I am doing the best I can right now.
You don't seem to understand, something is WRONG (pain)
I know it is. I can feel it. Complaining constantly doesn't help.
SOMETHING IS WRONG (pain)
Yes, and the doctors are working on it with me.
THAT IS NOT GOOD ENOUGH (pain)
It is the best we can do at the moment.
HEY, HEY, ARE YOU LISTENING TO ME. YOU HAVEN'T FIXED ME YET (pain)
I can hear you, but it is not helpful at all, it is just noise now
THAT IS JUST NOT GOOD ENOUGH (pain)
It has to be 'cos I can do any more at the moment
IT IS TIME YOU TOOK THIS SERIOUSLY!!! (pain)
(sigh) I am, but I am tired. You are wearing me out.
(Menacingly) Ha, I am just getting started. You can't ignore me. I can go on forever!! (pain)
Please don't
Then FIX me!! (pain)
I can't. I am sick. I am tired.
FIX ME FIX ME FIX ME (pain)
Oh SHUT UP and let me sleep!!
SLEEEP? You have got to be kidding (pain)

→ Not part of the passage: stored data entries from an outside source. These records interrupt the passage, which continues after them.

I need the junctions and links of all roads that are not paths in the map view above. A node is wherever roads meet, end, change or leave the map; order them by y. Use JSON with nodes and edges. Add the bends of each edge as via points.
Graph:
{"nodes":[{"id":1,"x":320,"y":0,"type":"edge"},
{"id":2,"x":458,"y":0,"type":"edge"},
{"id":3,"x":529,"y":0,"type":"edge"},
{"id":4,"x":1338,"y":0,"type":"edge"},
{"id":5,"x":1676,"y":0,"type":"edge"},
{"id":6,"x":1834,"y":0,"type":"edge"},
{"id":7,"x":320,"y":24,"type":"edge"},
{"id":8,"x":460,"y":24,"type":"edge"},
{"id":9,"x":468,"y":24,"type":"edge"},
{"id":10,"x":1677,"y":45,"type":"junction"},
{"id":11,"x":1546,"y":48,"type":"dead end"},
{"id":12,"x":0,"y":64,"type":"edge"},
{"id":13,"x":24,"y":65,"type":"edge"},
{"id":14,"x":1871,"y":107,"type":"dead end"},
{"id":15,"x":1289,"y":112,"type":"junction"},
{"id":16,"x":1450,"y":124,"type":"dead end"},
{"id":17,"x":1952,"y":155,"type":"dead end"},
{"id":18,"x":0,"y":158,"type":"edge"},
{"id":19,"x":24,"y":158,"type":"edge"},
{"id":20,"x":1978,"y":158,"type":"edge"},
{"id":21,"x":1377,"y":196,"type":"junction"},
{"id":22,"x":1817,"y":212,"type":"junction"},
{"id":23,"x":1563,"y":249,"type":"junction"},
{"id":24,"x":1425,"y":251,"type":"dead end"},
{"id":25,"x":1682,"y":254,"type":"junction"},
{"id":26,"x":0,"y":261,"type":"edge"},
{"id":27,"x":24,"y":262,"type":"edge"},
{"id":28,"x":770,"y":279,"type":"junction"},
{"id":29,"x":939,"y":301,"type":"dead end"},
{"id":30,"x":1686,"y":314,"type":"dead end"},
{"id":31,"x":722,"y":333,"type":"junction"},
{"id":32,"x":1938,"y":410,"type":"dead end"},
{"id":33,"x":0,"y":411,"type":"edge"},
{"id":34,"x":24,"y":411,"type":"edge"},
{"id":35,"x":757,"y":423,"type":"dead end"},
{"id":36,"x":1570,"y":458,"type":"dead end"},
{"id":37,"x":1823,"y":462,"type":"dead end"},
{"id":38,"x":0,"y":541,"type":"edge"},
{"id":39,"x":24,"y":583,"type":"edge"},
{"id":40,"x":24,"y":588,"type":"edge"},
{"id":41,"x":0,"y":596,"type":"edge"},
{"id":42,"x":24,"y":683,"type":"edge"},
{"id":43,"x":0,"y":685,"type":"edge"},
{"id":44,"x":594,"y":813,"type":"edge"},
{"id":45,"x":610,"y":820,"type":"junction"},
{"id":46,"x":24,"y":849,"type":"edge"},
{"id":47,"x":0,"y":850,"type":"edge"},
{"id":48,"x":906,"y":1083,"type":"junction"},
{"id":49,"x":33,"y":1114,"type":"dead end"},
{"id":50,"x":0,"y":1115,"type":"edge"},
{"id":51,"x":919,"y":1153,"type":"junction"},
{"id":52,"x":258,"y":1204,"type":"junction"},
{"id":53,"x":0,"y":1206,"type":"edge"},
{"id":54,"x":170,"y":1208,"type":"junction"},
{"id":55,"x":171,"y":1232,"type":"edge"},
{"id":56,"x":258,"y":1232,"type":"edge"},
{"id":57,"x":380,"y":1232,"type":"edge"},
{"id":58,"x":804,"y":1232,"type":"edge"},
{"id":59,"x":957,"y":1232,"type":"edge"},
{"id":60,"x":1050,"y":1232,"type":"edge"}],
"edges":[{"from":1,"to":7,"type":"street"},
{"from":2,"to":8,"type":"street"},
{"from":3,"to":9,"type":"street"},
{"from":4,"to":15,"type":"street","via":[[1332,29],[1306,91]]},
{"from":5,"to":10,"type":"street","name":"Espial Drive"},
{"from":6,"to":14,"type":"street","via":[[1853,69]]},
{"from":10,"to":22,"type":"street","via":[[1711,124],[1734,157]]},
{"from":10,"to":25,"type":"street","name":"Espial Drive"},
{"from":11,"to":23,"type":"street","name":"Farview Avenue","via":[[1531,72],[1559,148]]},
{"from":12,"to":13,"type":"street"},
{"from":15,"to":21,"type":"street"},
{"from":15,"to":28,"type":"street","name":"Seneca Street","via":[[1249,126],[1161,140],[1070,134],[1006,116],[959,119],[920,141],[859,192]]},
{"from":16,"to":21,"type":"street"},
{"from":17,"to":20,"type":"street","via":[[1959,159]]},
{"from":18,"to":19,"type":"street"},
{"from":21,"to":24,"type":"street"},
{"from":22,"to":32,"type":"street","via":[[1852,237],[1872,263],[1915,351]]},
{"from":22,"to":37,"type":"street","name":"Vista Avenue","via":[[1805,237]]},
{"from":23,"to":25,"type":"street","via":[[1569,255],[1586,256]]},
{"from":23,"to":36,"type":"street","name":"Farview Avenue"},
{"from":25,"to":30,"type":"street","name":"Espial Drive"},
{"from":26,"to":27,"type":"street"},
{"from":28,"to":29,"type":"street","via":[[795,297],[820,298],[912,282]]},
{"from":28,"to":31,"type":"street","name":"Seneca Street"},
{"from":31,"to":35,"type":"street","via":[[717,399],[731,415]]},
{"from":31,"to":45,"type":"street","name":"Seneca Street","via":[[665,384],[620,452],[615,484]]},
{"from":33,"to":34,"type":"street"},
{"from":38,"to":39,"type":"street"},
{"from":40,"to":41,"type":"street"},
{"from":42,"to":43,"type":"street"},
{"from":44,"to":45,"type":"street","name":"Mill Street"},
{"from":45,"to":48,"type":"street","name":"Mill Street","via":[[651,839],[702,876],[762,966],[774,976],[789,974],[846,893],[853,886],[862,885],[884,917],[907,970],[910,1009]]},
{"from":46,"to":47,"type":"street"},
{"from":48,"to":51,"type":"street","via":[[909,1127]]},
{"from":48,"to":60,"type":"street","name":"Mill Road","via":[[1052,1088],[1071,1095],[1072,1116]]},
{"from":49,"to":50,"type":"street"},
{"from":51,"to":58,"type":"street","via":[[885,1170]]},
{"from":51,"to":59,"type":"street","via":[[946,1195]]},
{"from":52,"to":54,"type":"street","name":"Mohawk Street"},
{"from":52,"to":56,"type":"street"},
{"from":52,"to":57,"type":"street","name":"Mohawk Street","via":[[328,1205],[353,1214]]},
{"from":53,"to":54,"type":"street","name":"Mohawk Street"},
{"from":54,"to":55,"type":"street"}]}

Sue has clearly moved from the place of being/looking 'surprisingly well' to being/looking 'appropriately ill'. She tends to walk with her hand supporting her side and bent over a bit depending on the pain level. Yesterday when we were browsing in the Town and Country Gallery in Yarragon, the proprietor approached Sue and asked her if she needed a glass of water and a chair because she looked pale/frail. It was a beautiful act of awareness and caring, and not the first time this question has been gently asked by strangers in Yarragon shops. However, coupled with the demonstrated care is the confirmation that 'all is not well'.
All things considered, Sue continues to do remarkably. We have planned a country drive and lunch out today. Tomorrow is a big drive to Adelaide for a wedding. That will be an interesting and insightful test for Sue. There was a suggestion (I am not saying who made it) that we could just drug her up to the point that she only comes back to consciousness as we approach our destination. What a kind and caring family we have!!
Through it all there are smiles and tears, cherished moments and confronting times. Things we would change if we could and others that we will protect at all costs. We try and receive and live in each moment, giving thanks in all things, and looking for the particular 'sweet spots' in each day. Last night we shared a meal all together in our cottage home, cooked by our kids form the produce of Tessa and Jim's garden. We lazily talked and planned and laughed and breathed each other's air. Bliss.